L’humain a besoin d’une mémoire imparfaite qui fasse des erreurs à l’opposé de ce que peut offrir une mémoire électronique.

Émotion et décision


Les circuits de la prise de décision intriguent depuis toujours les philosophes. Aujourd’hui, on considère que l’émotion y joue un rôle considérable. Probablement parce qu’elle permet une rapidité d’exécution en se passant de longs passage en revue des différents choix pour les jauger. La survie face à un prédateur se repose sur des sensations construites par l’expérience.

Descartes considérait qu’une bonne décision ne pouvait se prendre qu’en faisant abstraction des émotions. Les travaux réalisés depuis montrent le contraire. Le matériel permettant la prise de décision est-il à même de prendre en compte les émotions ? On peut en douter.

Roger Penrose, physicien aux multiples centres d’intérêt, binôme de Stephen Hawking lors des travaux sur les trous noirs et l’origine de l’univers, s’est penché sur la capacité d’un ordinateur d’intégrer sentiments, émotions et conscience dans ces raisonnement.
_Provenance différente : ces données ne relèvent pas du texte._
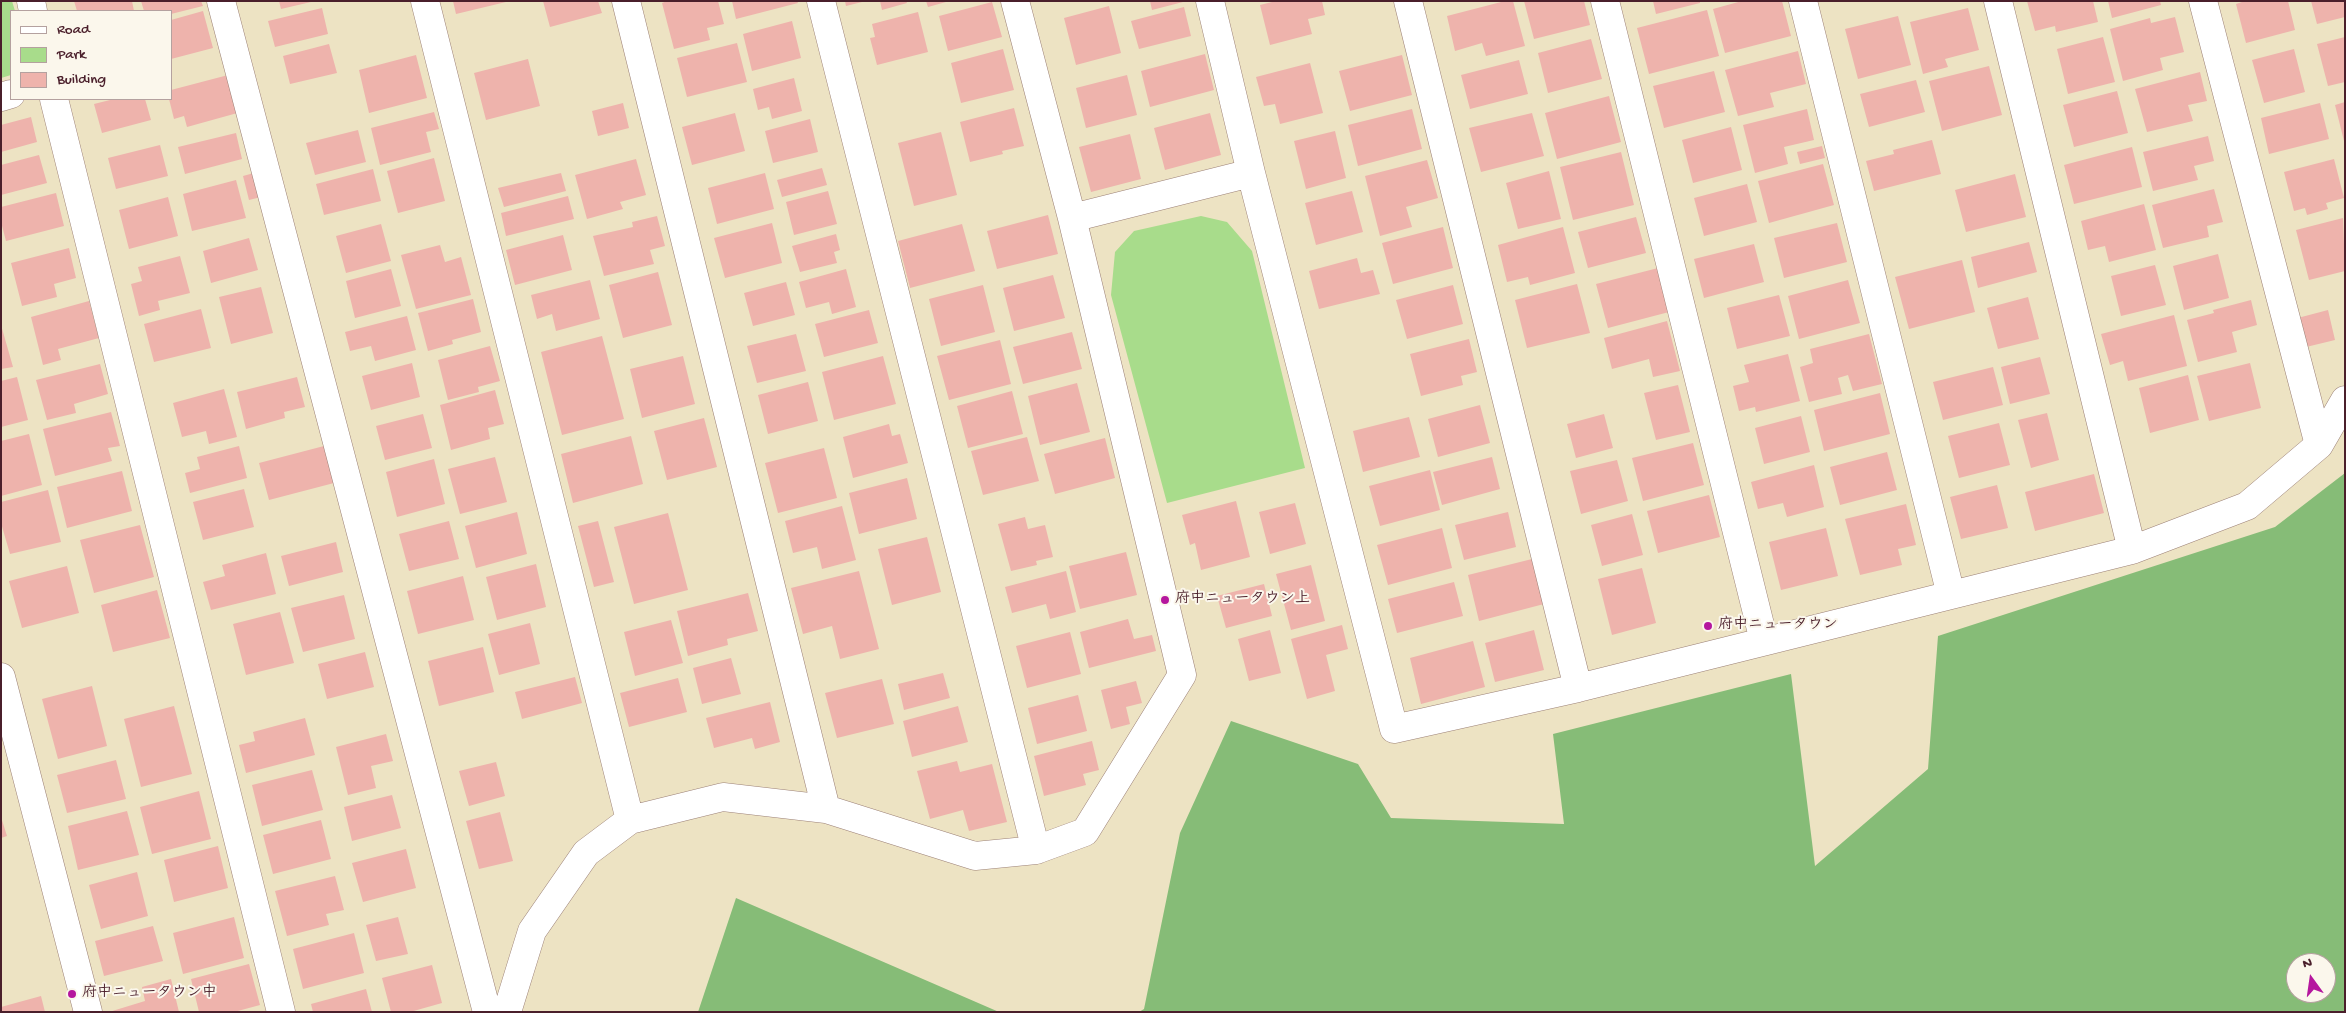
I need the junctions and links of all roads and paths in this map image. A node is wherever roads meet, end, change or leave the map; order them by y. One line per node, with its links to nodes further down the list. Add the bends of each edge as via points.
1 (221, 1): 27 (street)
2 (425, 1): 23 (street)
3 (626, 1): 22 (street)
4 (821, 1): 24 (street)
5 (1015, 1): 14 (street)
6 (1210, 1): 13 (street)
7 (1408, 1): 21 (street)
8 (1605, 1): 19 (street)
9 (1803, 1): 18 (street)
10 (1998, 1): 17 (street)
11 (2203, 1): 16 (street)
12 (54, 100): 26 (street)
13 (1251, 173): 14 (street); 21 (street, via 1394,730)
14 (1072, 218): 24 (street, via 1182,675 1085,832)
15 (2345, 400): 16 (street)
16 (2319, 446): 17 (street, via 2248,506)
17 (2132, 550): 18 (street)
18 (1951, 595): 19 (street)
19 (1764, 641): 21 (street)
20 (2, 676): 25 (street)
21 (1578, 688)
22 (826, 809): 23 (street, via 723,797); 24 (street, via 975,856)
23 (630, 820): 28 (street, via 586,853 532,930)
24 (1036, 850)
25 (88, 1012)
26 (281, 1012)
27 (487, 1012)
28 (507, 1012)

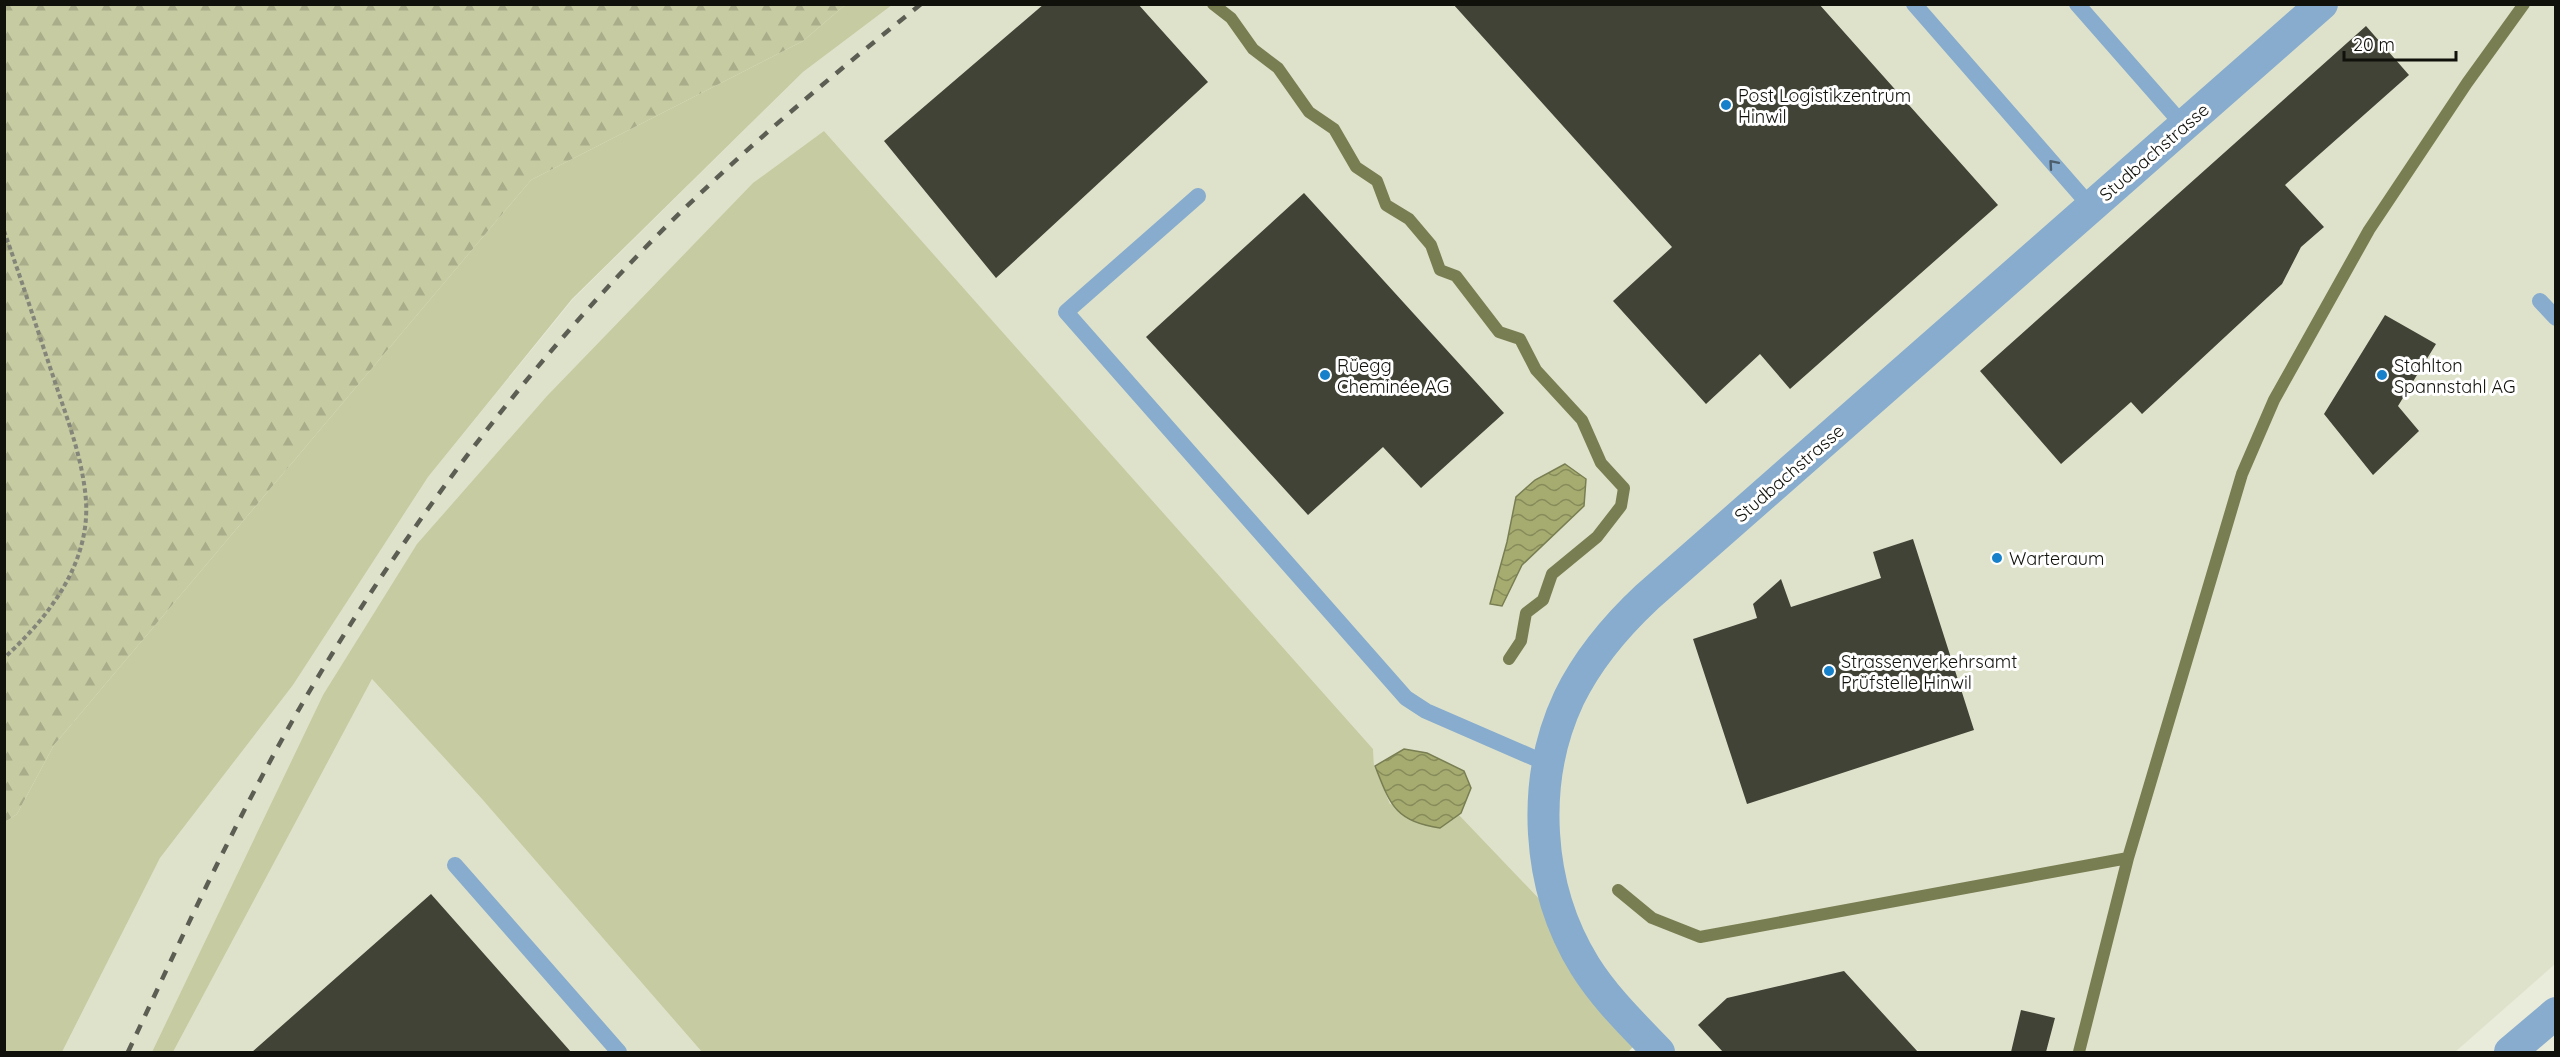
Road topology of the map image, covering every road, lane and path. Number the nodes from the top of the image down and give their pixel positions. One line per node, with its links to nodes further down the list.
1 (1914, 4): 6 (lane, one-way to 1)
2 (2077, 4): 4 (lane)
3 (2322, 4): 4 (street, Studbachstrasse)
4 (2184, 126): 6 (street, Studbachstrasse)
5 (1198, 196): 11 (lane)
6 (2092, 208): 11 (street, Studbachstrasse)
7 (4, 231): 10 (path)
8 (2540, 301): 9 (lane)
9 (2556, 318)
10 (4, 658)
11 (1548, 764): 15 (street, Studbachstrasse)
12 (455, 865): 14 (lane)
13 (2556, 1013): 16 (street)
14 (620, 1053)
15 (1659, 1053)
16 (2510, 1053)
On peut retrouver ses réflexions dans L'Esprit, l'ordinateur et les lois de la physique paru en 1992 puis en 1995 dans Les ombres de l’esprit. Pour lui, pas de doute : l’émotion n’est pas soluble dans les algorithmes. La pensée consciente est irréductible au calcul.

L’humain a besoin d’intégrer les émotions dans ses prises de décision et les processeurs électroniques en sont dans l’incapacité.

L’IA faible n’enfantera pas l’IA forte

L’architecture des machines à la base de l’IA faible est faite d’électronique, mémoire et processeur notamment. L’IA forte demande une mémoire « imparfaite » qui modifie les informations à chaque lecture en fonction des émotions de l’instant, l’IA forte ne sait prendre de décision qu’avec un processeur capable d’intégrer l’émotion. 

Dit autrement : l’IA faible ne pourra déboucher sur l’IA forte que quand elle intègrera … l’émotion qui est la définition même de l’IA forte. Un système électronique construit suivant les préceptes d’Alan Turing ne peut pas offrir l’émotion, pas plus que les très ingénieux mécanismes d’apprentissage de type Deep Learning.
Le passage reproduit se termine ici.